Nobody can escape aging. It is associated with the dynamic changes in the biological, physiological, environmental, psychological behavioral, and social aspects of a living creature. Some results in declines in function of the sense and increased susceptibility to disease, frailty or disability.
Many scientists have already tried to develop products or methods that can delay or reverse the effects of aging. Recently, Science Times reported that researchers at USC Dornsife College of Letters, Arts and Sciences showed how mifepristone could extend the lives of Drosophila and C. elegans.
Now, scientists at the University of California San Diego (UCSD) may be one step closer to delaying the aging process.
Understanding the Aging Process of Cells
The team of researchers studied aging in yeast cells. They chose yeast as a material of study because it can easily be manipulated. Using it, they tried to understand if different cells age at the same time, and for the same reason.

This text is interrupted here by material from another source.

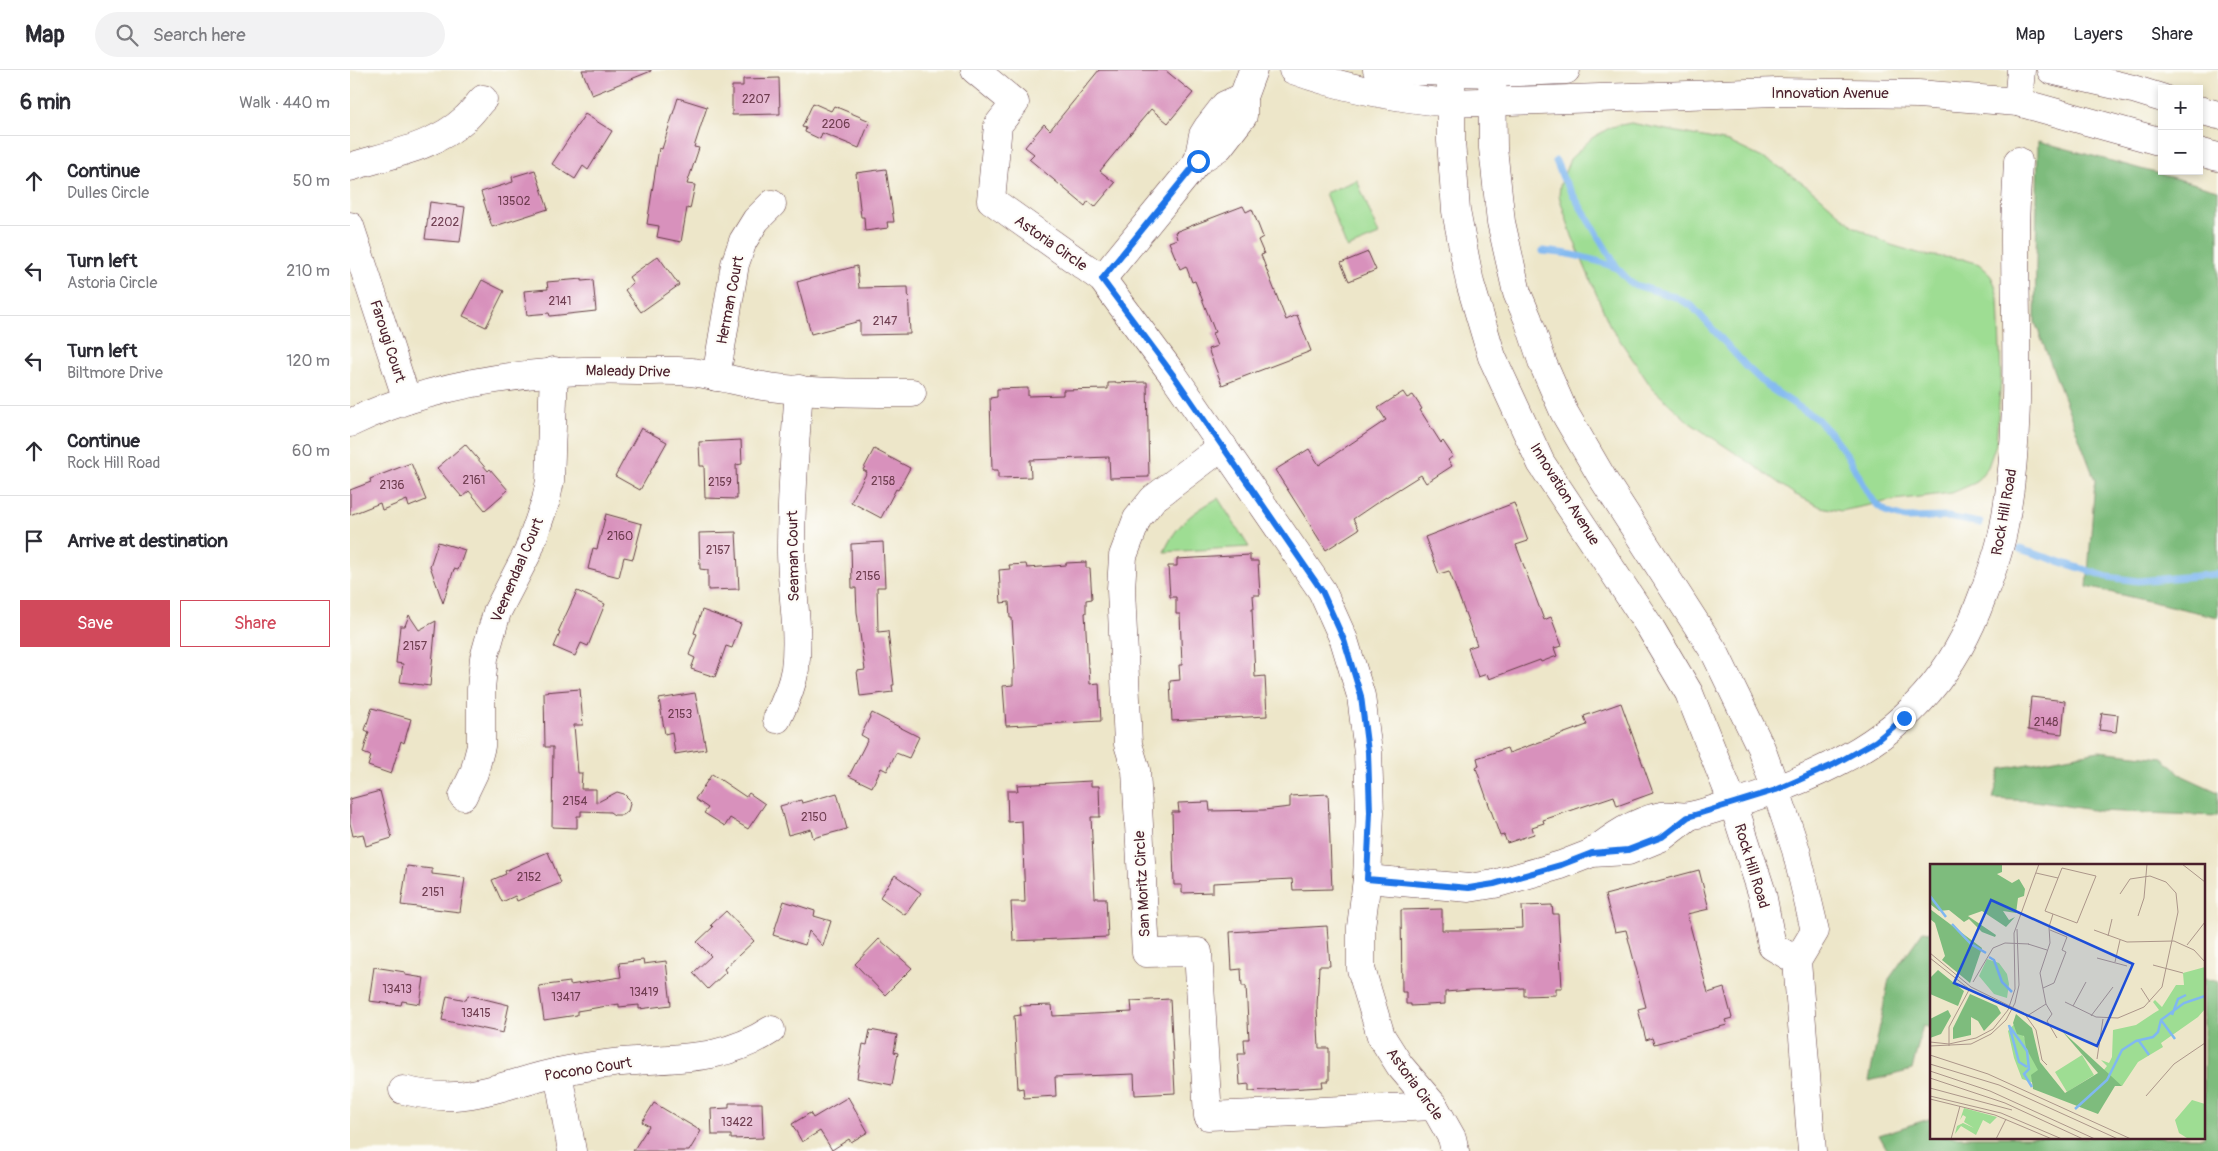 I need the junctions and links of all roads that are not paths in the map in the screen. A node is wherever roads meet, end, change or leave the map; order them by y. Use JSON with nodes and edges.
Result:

Their study yielded intriguing results. They found that although cells with the same genetic materials and within the same environment can age in "strikingly distinct ways," said the scientists who published their findings in the journal Science.

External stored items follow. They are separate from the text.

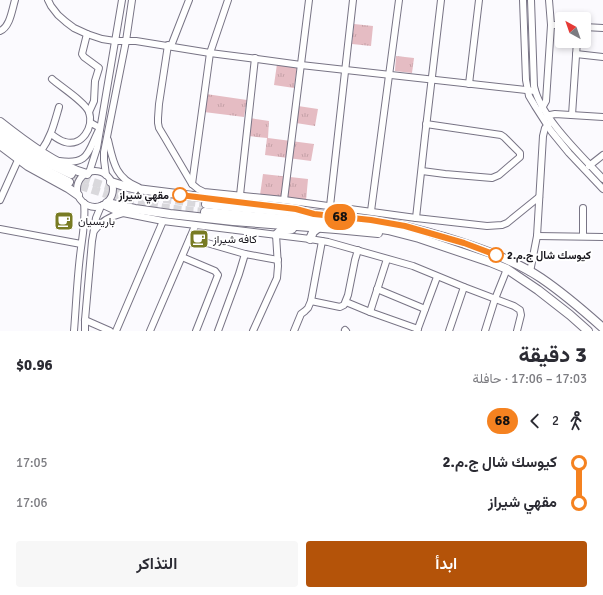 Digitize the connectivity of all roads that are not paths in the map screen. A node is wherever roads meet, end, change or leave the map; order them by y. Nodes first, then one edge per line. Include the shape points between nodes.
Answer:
1 (15, 0) edge
2 (48, 0) edge
3 (122, 0) edge
4 (132, 0) edge
5 (189, 0) edge
6 (228, 0) edge
7 (309, 0) edge
8 (353, 0) edge
9 (399, 0) edge
10 (441, 0) edge
11 (479, 0) edge
12 (522, 0) edge
13 (531, 0) edge
14 (550, 0) edge
15 (551, 25) junction
16 (555, 25) edge
17 (591, 27) edge
18 (603, 28) edge
19 (0, 32) edge
20 (86, 34) junction
21 (115, 41) junction
22 (126, 41) junction
23 (170, 46) junction
24 (576, 48) edge
25 (210, 53) junction
26 (576, 54) junction
27 (603, 57) edge
28 (255, 58) junction
29 (301, 65) junction
30 (346, 70) junction
31 (390, 76) junction
32 (52, 79) dead end
33 (431, 80) junction
34 (469, 84) junction
35 (528, 90) junction
36 (535, 92) junction
37 (59, 107) dead end
38 (540, 109) junction
39 (88, 112) junction
40 (572, 115) junction
41 (603, 117) edge
42 (548, 120) junction
43 (0, 122) edge
44 (90, 123) junction
45 (426, 124) junction
46 (100, 128) junction
47 (0, 129) edge
48 (51, 134) junction
49 (0, 138) edge
50 (107, 138) junction
51 (0, 145) edge
52 (41, 151) junction
53 (602, 157) edge
54 (18, 160) junction
55 (56, 160) junction
56 (590, 165) junction
57 (584, 170) junction
58 (422, 171) junction
59 (88, 173) junction
60 (106, 175) junction
61 (603, 179) edge
62 (111, 182) junction
63 (192, 184) junction
64 (603, 190) edge
65 (149, 191) junction
66 (78, 195) junction
67 (240, 195) junction
68 (539, 197) junction
69 (0, 200) edge
70 (284, 200) junction
71 (84, 203) junction
72 (104, 204) junction
73 (330, 206) junction
74 (583, 208) dead end
75 (371, 211) junction
76 (124, 213) junction
77 (314, 214) junction
78 (416, 218) junction
79 (163, 221) junction
80 (195, 226) junction
81 (298, 226) junction
82 (318, 228) junction
83 (0, 229) edge
84 (93, 232) junction
85 (276, 234) junction
86 (404, 234) junction
87 (537, 236) junction
88 (583, 236) junction
89 (603, 237) edge
90 (190, 238) junction
91 (310, 239) junction
92 (322, 241) junction
93 (81, 244) junction
94 (358, 250) junction
95 (245, 254) junction
96 (182, 257) junction
97 (387, 259) junction
98 (278, 260) junction
99 (507, 270) junction
100 (530, 272) junction
101 (437, 277) junction
102 (464, 287) junction
103 (377, 289) junction
104 (495, 299) junction
105 (311, 300) junction
106 (346, 302) junction
107 (425, 309) junction
108 (370, 312) junction
109 (85, 320) junction
110 (600, 323) edge
111 (603, 328) edge
112 (418, 330) edge
113 (74, 331) edge
114 (85, 331) edge
115 (110, 331) edge
116 (116, 331) edge
117 (150, 331) edge
118 (196, 331) edge
119 (218, 331) edge
120 (253, 331) edge
121 (294, 331) edge
122 (449, 331) edge
123 (484, 331) edge
124 (517, 331) edge
125 (588, 331) edge

1 - 19 street via 8,23
2 - 20 street via 58,15
3 - 21 street
4 - 22 street
5 - 23 street
6 - 25 street
7 - 29 street
8 - 30 street
9 - 31 street
10 - 33 street
11 - 34 street
12 - 35 street
13 - 36 street
14 - 15 street
15 - 16 street
15 - 38 street via 546,101
17 - 18 street
20 - 21 street
20 - 39 street via 82,54 99,68 94,101
21 - 22 street
21 - 46 street
22 - 23 street
22 - 50 street
23 - 25 street
23 - 63 street via 158,122 159,128
24 - 26 street
25 - 28 street
25 - 63 street
26 - 27 street
26 - 40 street
28 - 29 street
28 - 67 street
29 - 30 street
29 - 70 street
30 - 31 street
30 - 73 street
31 - 33 street
31 - 75 street
32 - 39 street via 83,104
33 - 34 street
33 - 45 street
34 - 35 street
35 - 36 street
35 - 38 street via 532,101
36 - 38 street
37 - 48 street
38 - 42 street
39 - 44 street
40 - 41 street
40 - 42 street via 555,114
42 - 56 street
42 - 57 street via 569,153
42 - 68 street via 543,136
43 - 52 highway
44 - 46 street
44 - 48 street via 81,139 73,142 65,142
45 - 58 street
45 - 58 street via 501,135 520,153 520,157 492,178
46 - 55 street via 91,149 84,157 71,162
46 - 59 street via 97,148
47 - 49 highway via 25,149 70,178 52,174
48 - 52 street
50 - 60 street via 104,160
50 - 65 street via 113,162 119,173 131,183
51 - 54 highway
52 - 55 highway
53 - 56 street
54 - 66 highway
54 - 69 street
55 - 59 highway
56 - 57 street
56 - 61 street
57 - 64 street
58 - 78 street
59 - 60 street via 98,172
59 - 66 street via 80,180
60 - 62 street
62 - 65 highway
62 - 72 street via 112,195
63 - 67 street via 204,192
65 - 77 highway via 296,209
66 - 71 street
67 - 70 street
68 - 78 street via 502,225 487,226
68 - 87 street
70 - 73 street
71 - 72 street via 92,207
71 - 93 street via 85,220
72 - 76 street
72 - 81 highway via 170,214
72 - 84 street via 96,218
73 - 75 street
74 - 88 street
75 - 78 street
76 - 79 street
76 - 84 street via 106,219
77 - 86 highway via 206,208 356,225
77 - 100 highway via 371,220 416,229 484,250
79 - 80 street
79 - 116 street
80 - 85 street
80 - 90 street
81 - 82 highway
81 - 85 highway
82 - 86 highway
82 - 91 highway
83 - 93 street
84 - 109 street
85 - 91 street
85 - 98 street
86 - 99 highway via 461,251
87 - 88 street
87 - 100 street
88 - 89 street
90 - 95 street
90 - 96 street
91 - 92 street
92 - 94 street
92 - 105 street
93 - 113 street
94 - 97 street
94 - 106 street
95 - 98 street
95 - 119 street
96 - 117 street
96 - 118 street via 218,275
97 - 101 street via 413,266
97 - 103 street
98 - 120 street via 275,284
99 - 104 street
99 - 125 highway via 538,290
100 - 110 highway
101 - 102 street
101 - 107 street
102 - 104 street
102 - 122 street
103 - 107 street
103 - 108 street
104 - 123 street
104 - 124 street via 520,310
105 - 106 street via 340,307
105 - 121 street via 308,308 300,314
106 - 108 street
107 - 112 street
108 - 112 street
109 - 114 street
109 - 115 street
110 - 111 highway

The scientists used techniques that include microfluids and computer modelling and learned that about 50% of the yeast cells aged because of a gradual decline in the cells' nucleolus- a round body situated in the nucleus of a cell.
But the other half of the yeast cells aged because there is a dysfunction of mitochondria, the powerhouse of the cell.
According to the scientists, the cells go down one of two paths, either a nuclear or mitochondrial, early in life. They continue with the route of aging until they ultimately will decline and die. The scientists performed more tests to know how the cells behaved.
"To understand how cells make these decisions, we identified the molecular processes underlying each aging route and the connections among them, revealing a molecular circuit that controls cell aging, analogous to electric circuits that control home appliances," said Nan Hao, senior author of the study and an associate professor in the division of biological sciences' molecular biology section of USCD.
Designing a New Aging Path
When the team was done modeling the "aging landscape," they found that they could manipulate and optimize the process of aging by computer simulations to reprogram the master circuit of the cell and modify its DNA.
They were able to create a "novel aging route" with an extended lifespan. They believe that it could ultimately lead to the possibility of delaying the aging of humans.
"This is an aging path that never existed, but because we understand how it is regulated, we can basically design or regulate a new aging path," said Hao.
Their study raises the possibility of designing gene or chemically-based therapies to reprogram the human aging process to delay it and possibly extend the human lifespan.
The scientists are now planning to test their model in complex cells, organisms and humans, and to test how combinations of therapeutics and drugs could lead to further longevity.